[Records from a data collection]
***

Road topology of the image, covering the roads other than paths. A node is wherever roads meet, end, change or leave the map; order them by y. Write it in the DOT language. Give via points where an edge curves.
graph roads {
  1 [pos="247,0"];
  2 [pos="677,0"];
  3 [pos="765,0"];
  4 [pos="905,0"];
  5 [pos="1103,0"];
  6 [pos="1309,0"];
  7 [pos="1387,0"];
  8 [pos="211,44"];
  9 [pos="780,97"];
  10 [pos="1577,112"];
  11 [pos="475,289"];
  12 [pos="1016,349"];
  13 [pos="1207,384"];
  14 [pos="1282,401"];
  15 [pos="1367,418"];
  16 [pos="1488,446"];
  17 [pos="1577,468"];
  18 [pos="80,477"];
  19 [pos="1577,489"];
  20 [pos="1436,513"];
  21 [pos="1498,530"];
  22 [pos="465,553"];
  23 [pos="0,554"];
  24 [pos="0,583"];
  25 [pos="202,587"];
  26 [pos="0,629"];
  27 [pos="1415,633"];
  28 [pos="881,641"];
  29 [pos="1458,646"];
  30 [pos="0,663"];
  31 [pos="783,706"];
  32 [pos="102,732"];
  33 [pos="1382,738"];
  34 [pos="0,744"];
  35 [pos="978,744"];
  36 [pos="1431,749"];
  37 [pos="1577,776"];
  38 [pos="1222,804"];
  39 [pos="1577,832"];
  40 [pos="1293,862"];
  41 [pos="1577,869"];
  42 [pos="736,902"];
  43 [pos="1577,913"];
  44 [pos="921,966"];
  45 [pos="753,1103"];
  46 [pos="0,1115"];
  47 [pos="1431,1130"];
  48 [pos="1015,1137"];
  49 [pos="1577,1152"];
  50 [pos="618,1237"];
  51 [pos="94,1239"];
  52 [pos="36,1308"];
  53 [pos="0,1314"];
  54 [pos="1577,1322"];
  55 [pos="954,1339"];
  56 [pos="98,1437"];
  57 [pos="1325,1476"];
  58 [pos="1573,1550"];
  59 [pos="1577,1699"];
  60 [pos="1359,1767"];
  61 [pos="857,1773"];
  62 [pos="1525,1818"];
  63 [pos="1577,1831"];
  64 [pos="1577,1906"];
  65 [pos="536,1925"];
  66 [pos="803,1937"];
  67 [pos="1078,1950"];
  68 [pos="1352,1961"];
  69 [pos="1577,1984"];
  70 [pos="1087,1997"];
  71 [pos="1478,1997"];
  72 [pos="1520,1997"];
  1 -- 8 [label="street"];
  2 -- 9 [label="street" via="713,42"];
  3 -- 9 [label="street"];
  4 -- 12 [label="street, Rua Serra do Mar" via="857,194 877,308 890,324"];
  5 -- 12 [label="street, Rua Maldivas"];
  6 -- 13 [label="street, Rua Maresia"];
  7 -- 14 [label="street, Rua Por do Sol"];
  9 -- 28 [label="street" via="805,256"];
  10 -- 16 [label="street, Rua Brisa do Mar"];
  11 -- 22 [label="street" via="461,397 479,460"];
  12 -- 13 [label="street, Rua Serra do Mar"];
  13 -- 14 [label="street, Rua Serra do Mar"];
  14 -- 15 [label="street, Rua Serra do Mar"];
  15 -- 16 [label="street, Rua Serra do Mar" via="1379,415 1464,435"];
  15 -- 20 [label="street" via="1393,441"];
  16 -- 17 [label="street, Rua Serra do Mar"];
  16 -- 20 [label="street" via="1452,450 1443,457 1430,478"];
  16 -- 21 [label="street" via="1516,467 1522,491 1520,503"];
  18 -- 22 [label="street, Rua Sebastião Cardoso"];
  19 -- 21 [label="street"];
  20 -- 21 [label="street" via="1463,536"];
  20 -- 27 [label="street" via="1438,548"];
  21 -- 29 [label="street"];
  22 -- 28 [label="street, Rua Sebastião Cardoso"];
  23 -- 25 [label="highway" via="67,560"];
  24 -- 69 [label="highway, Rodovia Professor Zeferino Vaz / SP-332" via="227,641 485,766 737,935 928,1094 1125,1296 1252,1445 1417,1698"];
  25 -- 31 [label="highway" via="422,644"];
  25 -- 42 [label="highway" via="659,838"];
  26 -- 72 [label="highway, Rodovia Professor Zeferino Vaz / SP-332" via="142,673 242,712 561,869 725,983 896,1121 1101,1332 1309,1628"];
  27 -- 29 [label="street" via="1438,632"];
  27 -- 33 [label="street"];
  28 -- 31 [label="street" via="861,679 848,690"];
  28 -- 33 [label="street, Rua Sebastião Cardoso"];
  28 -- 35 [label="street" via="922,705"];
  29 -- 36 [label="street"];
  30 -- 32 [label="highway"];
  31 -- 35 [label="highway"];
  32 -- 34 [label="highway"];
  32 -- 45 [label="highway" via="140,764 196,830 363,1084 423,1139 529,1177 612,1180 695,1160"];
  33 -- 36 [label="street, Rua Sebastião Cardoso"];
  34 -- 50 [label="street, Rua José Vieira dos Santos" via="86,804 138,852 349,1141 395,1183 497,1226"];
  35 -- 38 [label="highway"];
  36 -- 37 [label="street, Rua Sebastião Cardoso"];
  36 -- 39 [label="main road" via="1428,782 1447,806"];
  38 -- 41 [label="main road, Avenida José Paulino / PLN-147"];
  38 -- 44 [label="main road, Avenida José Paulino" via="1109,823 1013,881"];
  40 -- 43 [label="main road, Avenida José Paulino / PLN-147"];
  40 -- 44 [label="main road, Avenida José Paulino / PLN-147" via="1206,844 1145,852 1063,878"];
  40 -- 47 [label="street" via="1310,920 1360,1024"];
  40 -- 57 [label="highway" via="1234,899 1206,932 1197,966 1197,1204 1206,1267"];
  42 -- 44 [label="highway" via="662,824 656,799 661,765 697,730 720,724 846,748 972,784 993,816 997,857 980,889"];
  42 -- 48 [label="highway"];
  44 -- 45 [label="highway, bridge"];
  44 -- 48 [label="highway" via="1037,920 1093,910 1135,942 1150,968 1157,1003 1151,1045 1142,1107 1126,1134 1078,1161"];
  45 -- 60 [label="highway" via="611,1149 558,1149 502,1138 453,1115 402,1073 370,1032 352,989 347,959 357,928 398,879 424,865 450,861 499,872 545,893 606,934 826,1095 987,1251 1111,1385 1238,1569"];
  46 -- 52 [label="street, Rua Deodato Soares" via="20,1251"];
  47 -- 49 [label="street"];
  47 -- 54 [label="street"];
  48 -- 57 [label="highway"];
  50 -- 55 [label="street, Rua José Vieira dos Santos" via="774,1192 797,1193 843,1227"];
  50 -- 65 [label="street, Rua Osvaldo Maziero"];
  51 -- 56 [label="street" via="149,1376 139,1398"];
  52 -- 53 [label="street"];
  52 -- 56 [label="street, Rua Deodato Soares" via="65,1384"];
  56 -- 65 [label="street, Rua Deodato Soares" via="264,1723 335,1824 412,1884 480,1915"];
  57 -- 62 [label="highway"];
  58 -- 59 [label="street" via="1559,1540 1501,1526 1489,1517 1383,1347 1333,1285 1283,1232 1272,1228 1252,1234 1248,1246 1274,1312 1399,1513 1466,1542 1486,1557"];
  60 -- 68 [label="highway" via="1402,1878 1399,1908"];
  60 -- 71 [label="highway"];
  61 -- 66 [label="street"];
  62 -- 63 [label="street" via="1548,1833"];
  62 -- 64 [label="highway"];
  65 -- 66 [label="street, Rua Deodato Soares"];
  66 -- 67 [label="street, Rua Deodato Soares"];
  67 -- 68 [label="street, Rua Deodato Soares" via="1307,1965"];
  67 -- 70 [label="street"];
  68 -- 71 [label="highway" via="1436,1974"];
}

***

*ACTION ITEM*
What lines above contain the word "roads"? Please copy each one.

*REPLY*
Road topology of the image, covering the roads other than paths. A node is wherever roads meet, end, change or leave the map; order them by y. Write it in the DOT language. Give via points where an edge curves.
graph roads {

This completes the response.